Caro Romano, ho visto il film «Bobby» e, come quel 6 giugno 1968, quando a scuola ci giunse la notizia dell'assassinio del senatore Kennedy, non ho potuto trattenere le lacrime. Un film, questo su Bob Kennedy, di grande intensità, ma che forse solo chi ha vissuto quegli anni può capire, un film che propone all'attenzione di tutti un uomo che non usò la politica per affermare sé o il suo gruppo di potere, ma che visse la politica come servizio ad un ideale. Questo fu Bob Kennedy, un uomo che sfidò l'America e tutto il mondo ad aprire il cuore ai grandi ideali della vita.
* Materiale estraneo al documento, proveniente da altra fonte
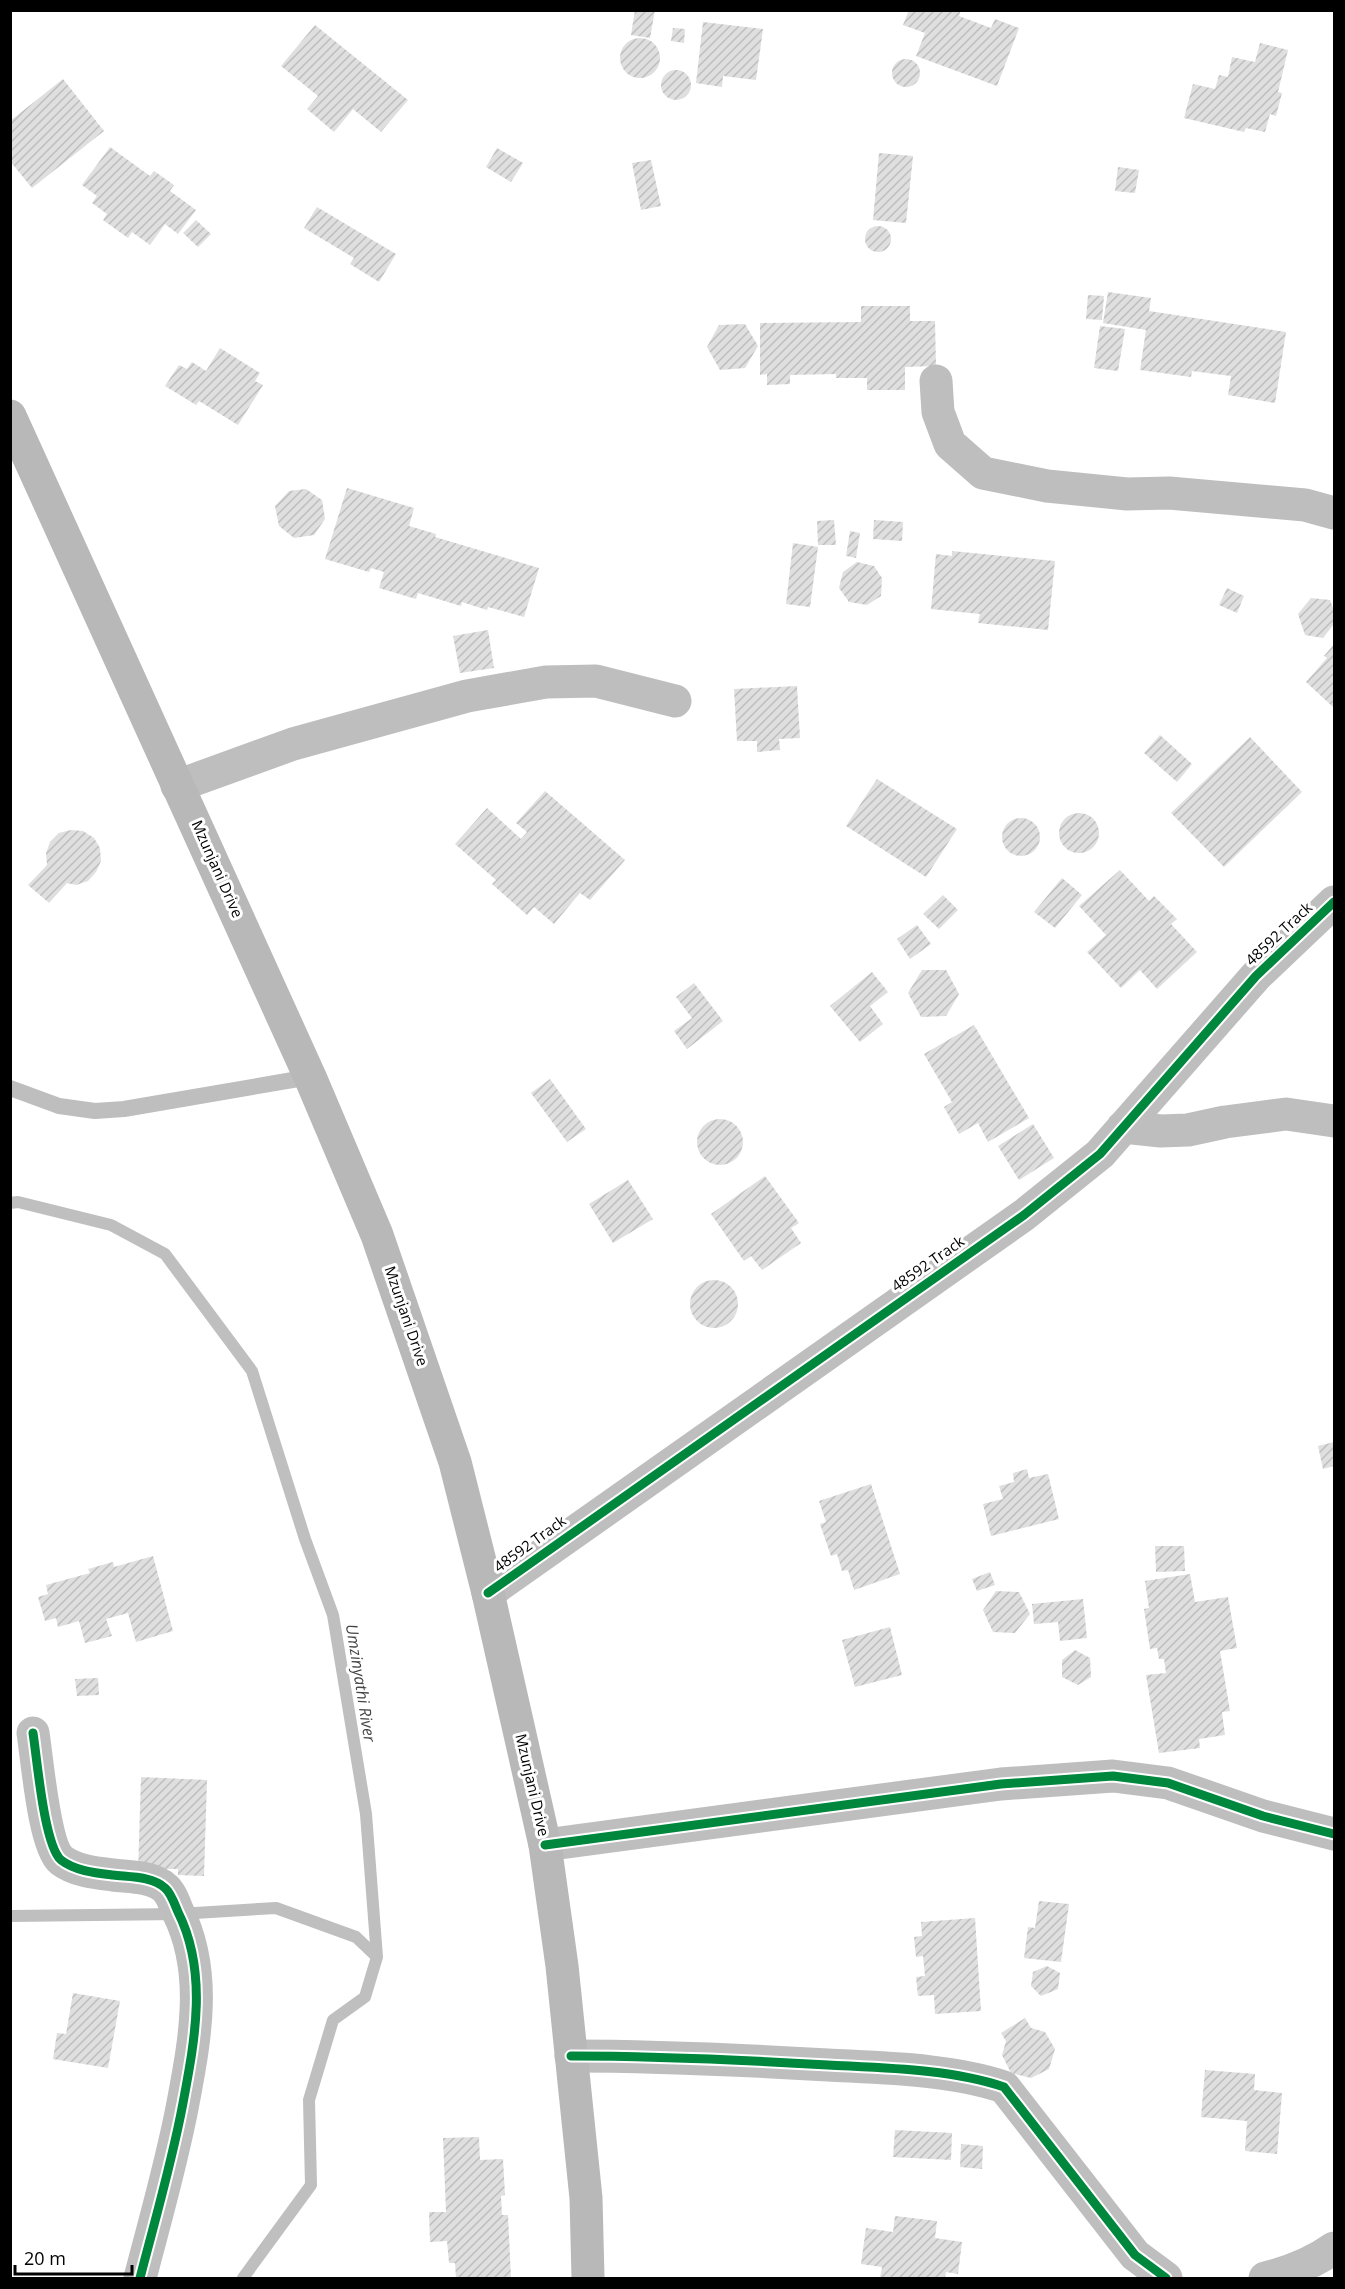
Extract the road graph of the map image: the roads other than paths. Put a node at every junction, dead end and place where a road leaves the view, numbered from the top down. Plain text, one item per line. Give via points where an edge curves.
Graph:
1 (936, 381) dead end
2 (10, 416) edge
3 (1335, 513) edge
4 (675, 701) dead end
5 (177, 786) junction
6 (1335, 902) edge
7 (310, 1077) junction
8 (10, 1088) edge
9 (1335, 1121) edge
10 (1123, 1127) junction
11 (488, 1593) junction
12 (33, 1733) dead end
13 (1335, 1834) edge
14 (545, 1845) junction
15 (571, 2056) junction
16 (1335, 2248) edge
17 (140, 2278) edge
18 (588, 2278) edge
19 (1166, 2278) edge
20 (1265, 2278) edge

1 - 3 street via 938,412 950,444 983,473 1047,486 1127,494 1169,493 1305,506
2 - 5 main road, Mzunjani Drive
4 - 5 street via 596,681 535,684 466,696 293,744
5 - 7 main road, Mzunjani Drive
6 - 10 street, 48592 Track via 1256,976
7 - 8 lane via 95,1111 59,1106
7 - 11 main road, Mzunjani Drive via 377,1235 421,1358 455,1462
9 - 10 street via 1286,1114 1179,1130
10 - 11 street, 48592 Track via 1100,1154 1024,1215
11 - 14 main road, Mzunjani Drive
12 - 17 street via 45,1821 60,1859 93,1873 145,1878 166,1888 185,1926 195,1967 195,2038 172,2157
13 - 14 street via 1263,1816 1167,1783 1113,1776 1001,1784
14 - 15 main road, Mzunjani Drive
15 - 18 main road, Mzunjani Drive via 586,2198
15 - 19 street via 659,2056 875,2068 978,2078 1004,2087 1135,2255
16 - 20 street via 1319,2259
Per questo fu un autentico uomo del '68, perché non accettò di rinchiudersi nei gretti spazi dell'ideologia, ma tentò orizzonti ampi, più ampi della stessa America, gli orizzonti del cuore umano.

Gianni Mereghetti

Comeilfratello,Robert Kennedy fu uomo di grande intelligenza e di forte carattere. Negli anni in cui occupò la carica di Procuratore generale combatté instancabilmente la criminalità organizzata e si batté per l'estensione dei diritti civili alla comunità nera degli Stati Uniti. Ma anche Bob, come Jack, ha nel suo curriculum qualche ombra. I documenti della Cia resi pubblici recentemente hanno riaperto la discussione sul suo presunto coinvolgimento nel tentato assassinio di Castro con la collaborazione di due noti boss mafiosi di Chicago.